*EXTRACTED DATA*:
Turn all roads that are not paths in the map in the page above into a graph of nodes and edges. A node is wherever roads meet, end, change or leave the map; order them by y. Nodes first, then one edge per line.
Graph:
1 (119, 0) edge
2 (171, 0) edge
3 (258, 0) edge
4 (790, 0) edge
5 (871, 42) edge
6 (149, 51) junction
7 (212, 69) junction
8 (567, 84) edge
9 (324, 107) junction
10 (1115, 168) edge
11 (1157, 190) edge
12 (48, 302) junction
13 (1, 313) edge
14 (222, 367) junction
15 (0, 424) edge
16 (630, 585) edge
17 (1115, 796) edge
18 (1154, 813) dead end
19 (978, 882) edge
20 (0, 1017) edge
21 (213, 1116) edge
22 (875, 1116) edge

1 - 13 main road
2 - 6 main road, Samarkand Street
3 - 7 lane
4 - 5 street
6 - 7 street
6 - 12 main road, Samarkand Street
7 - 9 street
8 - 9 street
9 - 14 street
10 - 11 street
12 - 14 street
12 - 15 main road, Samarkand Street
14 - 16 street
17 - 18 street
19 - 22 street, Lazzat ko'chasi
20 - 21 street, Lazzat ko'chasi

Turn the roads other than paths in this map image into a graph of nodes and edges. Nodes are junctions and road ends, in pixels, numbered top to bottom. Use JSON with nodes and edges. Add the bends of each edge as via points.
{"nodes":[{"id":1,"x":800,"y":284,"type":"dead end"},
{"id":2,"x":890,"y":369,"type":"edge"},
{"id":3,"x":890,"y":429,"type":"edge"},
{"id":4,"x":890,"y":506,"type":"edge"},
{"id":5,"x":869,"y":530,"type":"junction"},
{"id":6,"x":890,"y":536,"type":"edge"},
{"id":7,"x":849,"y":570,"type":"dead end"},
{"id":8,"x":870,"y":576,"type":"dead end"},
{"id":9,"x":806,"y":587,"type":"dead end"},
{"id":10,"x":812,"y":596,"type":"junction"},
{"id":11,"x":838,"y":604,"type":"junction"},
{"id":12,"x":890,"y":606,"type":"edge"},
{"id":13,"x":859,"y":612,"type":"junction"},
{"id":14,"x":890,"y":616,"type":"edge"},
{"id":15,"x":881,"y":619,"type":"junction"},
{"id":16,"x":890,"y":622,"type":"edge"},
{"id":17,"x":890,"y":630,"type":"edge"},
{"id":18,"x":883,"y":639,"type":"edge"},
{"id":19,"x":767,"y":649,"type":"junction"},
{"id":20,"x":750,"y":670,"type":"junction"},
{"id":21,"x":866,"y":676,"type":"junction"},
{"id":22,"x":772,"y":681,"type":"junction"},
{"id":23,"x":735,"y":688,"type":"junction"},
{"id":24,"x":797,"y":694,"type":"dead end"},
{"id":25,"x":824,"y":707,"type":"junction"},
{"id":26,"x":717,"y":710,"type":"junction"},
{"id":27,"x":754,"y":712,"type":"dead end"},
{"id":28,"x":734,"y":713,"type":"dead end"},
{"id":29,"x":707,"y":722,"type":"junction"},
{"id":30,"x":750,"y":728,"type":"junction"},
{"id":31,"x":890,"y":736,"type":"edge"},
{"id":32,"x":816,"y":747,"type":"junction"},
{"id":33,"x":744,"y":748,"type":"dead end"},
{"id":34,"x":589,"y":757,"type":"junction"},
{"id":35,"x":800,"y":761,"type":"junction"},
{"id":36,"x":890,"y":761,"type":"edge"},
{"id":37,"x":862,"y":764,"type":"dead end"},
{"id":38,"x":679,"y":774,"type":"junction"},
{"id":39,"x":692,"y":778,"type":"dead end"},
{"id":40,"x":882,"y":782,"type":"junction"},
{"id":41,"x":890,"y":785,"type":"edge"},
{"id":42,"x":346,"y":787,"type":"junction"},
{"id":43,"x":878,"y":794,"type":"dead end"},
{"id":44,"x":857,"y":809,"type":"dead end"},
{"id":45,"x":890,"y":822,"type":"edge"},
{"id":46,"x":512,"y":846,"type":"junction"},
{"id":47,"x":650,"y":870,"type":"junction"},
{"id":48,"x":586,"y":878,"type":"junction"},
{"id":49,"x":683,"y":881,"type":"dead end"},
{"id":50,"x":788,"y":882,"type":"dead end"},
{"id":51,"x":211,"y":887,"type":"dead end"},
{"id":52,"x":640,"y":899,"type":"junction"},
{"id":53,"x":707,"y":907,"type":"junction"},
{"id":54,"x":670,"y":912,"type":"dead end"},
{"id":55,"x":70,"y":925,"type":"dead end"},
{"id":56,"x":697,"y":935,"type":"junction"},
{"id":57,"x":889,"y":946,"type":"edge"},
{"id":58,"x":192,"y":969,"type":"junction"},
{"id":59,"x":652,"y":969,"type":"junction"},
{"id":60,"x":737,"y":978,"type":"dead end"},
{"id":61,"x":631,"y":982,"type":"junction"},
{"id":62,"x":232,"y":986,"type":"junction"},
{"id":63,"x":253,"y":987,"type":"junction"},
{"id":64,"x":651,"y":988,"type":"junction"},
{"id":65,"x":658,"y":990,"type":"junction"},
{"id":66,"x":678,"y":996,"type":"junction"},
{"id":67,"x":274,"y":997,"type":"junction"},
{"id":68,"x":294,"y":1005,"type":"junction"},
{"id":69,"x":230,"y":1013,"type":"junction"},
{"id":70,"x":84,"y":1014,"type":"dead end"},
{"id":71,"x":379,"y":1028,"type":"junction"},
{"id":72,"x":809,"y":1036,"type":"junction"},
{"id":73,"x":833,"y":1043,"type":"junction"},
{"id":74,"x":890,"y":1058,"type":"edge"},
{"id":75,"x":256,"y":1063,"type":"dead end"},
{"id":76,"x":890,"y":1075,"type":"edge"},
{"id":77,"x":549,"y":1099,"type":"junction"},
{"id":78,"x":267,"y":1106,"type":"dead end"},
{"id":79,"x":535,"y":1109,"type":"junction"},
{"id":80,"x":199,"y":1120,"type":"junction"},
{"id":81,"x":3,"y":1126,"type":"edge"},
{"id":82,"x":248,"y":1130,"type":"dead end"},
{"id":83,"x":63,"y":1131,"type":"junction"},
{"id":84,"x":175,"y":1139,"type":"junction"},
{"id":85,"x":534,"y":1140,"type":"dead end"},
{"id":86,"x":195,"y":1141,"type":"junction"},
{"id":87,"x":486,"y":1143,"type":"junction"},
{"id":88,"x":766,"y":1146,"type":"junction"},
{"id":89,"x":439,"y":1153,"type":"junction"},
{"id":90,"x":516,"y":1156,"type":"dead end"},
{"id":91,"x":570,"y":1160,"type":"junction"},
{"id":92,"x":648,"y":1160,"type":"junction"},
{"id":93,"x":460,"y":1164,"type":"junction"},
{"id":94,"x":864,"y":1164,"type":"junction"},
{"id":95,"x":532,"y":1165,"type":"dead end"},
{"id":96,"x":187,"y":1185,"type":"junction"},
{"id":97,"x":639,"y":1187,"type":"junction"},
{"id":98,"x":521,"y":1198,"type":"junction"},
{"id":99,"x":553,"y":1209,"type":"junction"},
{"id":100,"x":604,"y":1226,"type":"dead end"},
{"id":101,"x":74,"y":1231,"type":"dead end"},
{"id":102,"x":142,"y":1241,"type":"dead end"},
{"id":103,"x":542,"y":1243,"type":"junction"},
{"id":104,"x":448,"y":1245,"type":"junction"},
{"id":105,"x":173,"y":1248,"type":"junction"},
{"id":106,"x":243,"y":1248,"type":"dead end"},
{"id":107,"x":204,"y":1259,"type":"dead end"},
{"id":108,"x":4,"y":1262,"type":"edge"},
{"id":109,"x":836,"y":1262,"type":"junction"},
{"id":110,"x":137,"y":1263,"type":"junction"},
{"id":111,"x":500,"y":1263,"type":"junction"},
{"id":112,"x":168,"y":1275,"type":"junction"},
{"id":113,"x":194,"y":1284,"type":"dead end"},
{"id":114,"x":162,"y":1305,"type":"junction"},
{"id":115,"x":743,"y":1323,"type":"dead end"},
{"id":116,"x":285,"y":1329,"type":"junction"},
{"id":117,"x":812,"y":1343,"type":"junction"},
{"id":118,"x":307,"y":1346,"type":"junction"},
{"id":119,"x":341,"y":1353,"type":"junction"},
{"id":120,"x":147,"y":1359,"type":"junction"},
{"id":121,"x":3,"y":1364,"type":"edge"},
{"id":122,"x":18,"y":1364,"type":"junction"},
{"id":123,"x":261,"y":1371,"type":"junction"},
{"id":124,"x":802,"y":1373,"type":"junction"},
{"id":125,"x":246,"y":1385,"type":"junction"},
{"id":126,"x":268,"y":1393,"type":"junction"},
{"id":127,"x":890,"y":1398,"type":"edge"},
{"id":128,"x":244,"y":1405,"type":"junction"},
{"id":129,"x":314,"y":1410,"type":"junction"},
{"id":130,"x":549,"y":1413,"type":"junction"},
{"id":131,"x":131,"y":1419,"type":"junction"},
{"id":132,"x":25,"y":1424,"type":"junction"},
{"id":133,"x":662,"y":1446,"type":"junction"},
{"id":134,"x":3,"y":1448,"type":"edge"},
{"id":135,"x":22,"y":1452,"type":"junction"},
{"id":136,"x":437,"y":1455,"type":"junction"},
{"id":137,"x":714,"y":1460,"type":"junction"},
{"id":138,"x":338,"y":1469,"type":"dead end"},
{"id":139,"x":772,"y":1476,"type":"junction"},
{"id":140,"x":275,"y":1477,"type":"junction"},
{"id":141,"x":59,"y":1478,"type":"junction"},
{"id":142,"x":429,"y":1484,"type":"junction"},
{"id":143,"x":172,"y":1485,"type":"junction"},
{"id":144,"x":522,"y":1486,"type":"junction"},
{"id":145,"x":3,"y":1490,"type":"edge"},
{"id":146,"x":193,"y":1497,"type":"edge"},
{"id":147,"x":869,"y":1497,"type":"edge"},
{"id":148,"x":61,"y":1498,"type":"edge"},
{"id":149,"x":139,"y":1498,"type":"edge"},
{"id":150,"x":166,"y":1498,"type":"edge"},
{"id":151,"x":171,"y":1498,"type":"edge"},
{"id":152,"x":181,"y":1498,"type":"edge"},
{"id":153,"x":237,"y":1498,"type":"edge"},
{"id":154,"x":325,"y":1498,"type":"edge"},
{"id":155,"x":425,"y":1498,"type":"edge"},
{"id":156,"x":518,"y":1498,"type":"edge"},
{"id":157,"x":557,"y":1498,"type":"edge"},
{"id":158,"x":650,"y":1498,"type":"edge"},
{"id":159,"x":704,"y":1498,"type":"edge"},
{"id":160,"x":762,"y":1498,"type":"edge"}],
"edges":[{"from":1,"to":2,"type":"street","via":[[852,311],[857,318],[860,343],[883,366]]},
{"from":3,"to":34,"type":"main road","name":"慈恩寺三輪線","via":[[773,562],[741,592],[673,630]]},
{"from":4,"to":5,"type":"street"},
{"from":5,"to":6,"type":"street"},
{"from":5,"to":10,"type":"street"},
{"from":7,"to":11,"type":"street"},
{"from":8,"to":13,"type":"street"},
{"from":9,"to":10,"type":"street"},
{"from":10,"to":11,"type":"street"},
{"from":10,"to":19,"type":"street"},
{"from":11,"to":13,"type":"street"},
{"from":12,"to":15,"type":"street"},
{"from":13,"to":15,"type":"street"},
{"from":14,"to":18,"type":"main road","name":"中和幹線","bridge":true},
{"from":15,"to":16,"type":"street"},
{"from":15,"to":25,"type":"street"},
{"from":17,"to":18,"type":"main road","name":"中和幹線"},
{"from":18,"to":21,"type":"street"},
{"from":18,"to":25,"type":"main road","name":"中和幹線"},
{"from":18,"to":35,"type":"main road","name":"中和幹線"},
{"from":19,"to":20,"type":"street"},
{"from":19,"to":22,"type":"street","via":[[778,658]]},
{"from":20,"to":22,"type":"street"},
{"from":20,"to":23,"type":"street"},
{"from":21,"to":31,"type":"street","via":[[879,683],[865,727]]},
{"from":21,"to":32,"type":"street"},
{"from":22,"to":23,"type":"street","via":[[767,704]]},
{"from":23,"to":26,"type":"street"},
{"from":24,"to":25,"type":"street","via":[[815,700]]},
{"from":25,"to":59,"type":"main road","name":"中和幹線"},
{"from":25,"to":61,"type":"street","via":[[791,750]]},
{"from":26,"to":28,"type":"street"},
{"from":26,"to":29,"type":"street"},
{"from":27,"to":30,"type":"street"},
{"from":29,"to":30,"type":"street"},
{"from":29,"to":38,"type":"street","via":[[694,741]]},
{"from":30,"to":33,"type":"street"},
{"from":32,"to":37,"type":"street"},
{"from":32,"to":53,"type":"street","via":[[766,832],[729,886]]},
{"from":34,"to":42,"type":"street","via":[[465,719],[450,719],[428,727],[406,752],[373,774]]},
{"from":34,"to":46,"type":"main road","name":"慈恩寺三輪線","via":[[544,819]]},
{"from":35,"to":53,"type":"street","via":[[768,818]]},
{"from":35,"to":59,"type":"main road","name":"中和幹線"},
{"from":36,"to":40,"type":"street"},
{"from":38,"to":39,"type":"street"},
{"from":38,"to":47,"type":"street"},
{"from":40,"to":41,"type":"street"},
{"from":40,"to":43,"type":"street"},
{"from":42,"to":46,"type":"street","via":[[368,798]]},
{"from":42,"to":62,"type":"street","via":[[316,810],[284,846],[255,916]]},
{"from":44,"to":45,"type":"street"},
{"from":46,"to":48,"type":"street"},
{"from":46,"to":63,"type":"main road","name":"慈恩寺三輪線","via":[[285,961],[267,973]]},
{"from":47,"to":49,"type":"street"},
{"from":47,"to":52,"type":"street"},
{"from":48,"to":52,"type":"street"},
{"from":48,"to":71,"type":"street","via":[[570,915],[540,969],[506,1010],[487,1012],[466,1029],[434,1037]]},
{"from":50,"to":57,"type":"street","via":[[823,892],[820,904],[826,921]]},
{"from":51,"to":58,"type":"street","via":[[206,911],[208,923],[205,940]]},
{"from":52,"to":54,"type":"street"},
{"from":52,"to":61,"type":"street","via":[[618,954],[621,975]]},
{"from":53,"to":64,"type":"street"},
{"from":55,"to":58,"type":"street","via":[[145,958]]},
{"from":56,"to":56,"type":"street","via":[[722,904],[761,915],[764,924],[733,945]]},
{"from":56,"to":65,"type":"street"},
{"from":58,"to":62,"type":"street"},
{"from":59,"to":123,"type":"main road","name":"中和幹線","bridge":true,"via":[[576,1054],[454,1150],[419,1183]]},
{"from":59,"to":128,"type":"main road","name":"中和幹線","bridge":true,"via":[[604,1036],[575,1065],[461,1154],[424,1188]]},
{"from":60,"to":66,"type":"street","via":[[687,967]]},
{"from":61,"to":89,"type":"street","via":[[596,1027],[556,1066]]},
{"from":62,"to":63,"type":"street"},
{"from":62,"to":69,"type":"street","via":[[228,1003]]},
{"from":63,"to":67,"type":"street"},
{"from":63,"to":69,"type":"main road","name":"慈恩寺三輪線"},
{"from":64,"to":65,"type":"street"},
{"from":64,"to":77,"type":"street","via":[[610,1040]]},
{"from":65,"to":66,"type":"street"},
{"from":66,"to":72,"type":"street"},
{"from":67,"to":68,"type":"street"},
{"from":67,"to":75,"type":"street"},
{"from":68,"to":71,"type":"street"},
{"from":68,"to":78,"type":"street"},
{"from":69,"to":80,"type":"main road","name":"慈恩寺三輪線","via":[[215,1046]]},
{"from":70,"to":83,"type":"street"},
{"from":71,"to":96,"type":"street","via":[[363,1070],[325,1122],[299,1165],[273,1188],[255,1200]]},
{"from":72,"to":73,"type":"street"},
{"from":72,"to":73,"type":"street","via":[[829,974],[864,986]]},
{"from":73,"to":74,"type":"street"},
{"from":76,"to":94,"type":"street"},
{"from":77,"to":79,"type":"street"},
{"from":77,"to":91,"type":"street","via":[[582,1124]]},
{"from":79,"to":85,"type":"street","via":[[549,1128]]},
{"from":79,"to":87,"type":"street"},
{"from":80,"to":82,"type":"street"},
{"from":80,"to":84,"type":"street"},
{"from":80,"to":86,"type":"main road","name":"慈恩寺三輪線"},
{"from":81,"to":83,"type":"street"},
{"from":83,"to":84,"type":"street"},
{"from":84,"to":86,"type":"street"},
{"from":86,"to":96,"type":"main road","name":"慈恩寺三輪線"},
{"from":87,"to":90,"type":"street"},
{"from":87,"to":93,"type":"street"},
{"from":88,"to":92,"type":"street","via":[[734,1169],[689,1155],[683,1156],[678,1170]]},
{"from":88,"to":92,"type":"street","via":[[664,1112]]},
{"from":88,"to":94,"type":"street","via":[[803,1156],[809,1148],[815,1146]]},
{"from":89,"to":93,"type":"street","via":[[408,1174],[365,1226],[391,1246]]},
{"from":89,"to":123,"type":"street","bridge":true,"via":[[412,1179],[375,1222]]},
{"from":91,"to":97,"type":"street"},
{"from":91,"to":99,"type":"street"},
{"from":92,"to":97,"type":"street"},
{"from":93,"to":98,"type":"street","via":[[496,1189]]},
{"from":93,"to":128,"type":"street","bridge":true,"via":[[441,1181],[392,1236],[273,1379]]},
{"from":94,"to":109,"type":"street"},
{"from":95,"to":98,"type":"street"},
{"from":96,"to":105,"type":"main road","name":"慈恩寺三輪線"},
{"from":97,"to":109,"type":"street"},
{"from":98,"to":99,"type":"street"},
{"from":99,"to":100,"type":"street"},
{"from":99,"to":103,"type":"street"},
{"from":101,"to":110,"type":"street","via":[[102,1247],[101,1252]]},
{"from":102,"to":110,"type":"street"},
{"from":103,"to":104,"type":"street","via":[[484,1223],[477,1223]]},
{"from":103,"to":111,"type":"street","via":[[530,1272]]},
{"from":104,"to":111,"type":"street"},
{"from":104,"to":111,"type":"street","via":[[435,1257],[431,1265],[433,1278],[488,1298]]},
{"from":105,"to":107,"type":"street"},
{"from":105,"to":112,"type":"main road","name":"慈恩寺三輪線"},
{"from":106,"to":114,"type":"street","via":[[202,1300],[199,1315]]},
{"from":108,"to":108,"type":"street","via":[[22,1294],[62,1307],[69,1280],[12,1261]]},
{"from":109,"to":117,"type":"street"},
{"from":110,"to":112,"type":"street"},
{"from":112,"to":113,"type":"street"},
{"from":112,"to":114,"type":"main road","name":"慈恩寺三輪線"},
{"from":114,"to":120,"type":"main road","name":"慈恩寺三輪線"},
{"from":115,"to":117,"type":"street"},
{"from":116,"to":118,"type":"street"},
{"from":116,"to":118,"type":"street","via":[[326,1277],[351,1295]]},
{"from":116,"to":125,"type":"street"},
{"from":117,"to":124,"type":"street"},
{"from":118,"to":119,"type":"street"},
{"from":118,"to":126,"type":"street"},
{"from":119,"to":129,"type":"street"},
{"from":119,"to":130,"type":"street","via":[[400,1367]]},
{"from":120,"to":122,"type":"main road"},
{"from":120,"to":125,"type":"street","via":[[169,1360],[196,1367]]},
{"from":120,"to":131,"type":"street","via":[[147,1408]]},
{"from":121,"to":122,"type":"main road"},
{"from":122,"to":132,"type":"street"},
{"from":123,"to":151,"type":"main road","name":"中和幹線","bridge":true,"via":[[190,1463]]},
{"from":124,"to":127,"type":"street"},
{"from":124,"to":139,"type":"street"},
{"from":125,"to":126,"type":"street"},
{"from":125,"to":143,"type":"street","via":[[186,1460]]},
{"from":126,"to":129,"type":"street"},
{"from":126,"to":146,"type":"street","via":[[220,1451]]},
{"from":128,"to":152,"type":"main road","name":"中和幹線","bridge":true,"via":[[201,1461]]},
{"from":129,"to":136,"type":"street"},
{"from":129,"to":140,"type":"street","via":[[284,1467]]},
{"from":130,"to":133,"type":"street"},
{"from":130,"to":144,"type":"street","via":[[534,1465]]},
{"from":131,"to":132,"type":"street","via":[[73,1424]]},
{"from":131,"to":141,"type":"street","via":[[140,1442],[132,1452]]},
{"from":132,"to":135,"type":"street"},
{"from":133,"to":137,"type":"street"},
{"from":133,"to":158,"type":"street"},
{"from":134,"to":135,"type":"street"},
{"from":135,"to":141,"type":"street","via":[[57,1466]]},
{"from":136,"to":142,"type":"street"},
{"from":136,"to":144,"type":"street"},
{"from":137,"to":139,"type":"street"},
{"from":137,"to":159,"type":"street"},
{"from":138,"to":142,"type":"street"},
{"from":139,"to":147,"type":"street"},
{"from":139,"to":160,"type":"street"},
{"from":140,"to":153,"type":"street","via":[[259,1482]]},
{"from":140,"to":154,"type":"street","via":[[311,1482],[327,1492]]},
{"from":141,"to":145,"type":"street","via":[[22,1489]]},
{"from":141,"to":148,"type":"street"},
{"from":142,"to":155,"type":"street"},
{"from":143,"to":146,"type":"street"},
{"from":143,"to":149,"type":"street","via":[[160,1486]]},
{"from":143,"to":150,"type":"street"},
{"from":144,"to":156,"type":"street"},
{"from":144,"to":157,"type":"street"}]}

*TASK ITEM*:
Copy out each line of the records that holds the string "Samarkand".

*RESPONSE BOX*:
2 - 6 main road, Samarkand Street
6 - 12 main road, Samarkand Street
12 - 15 main road, Samarkand Street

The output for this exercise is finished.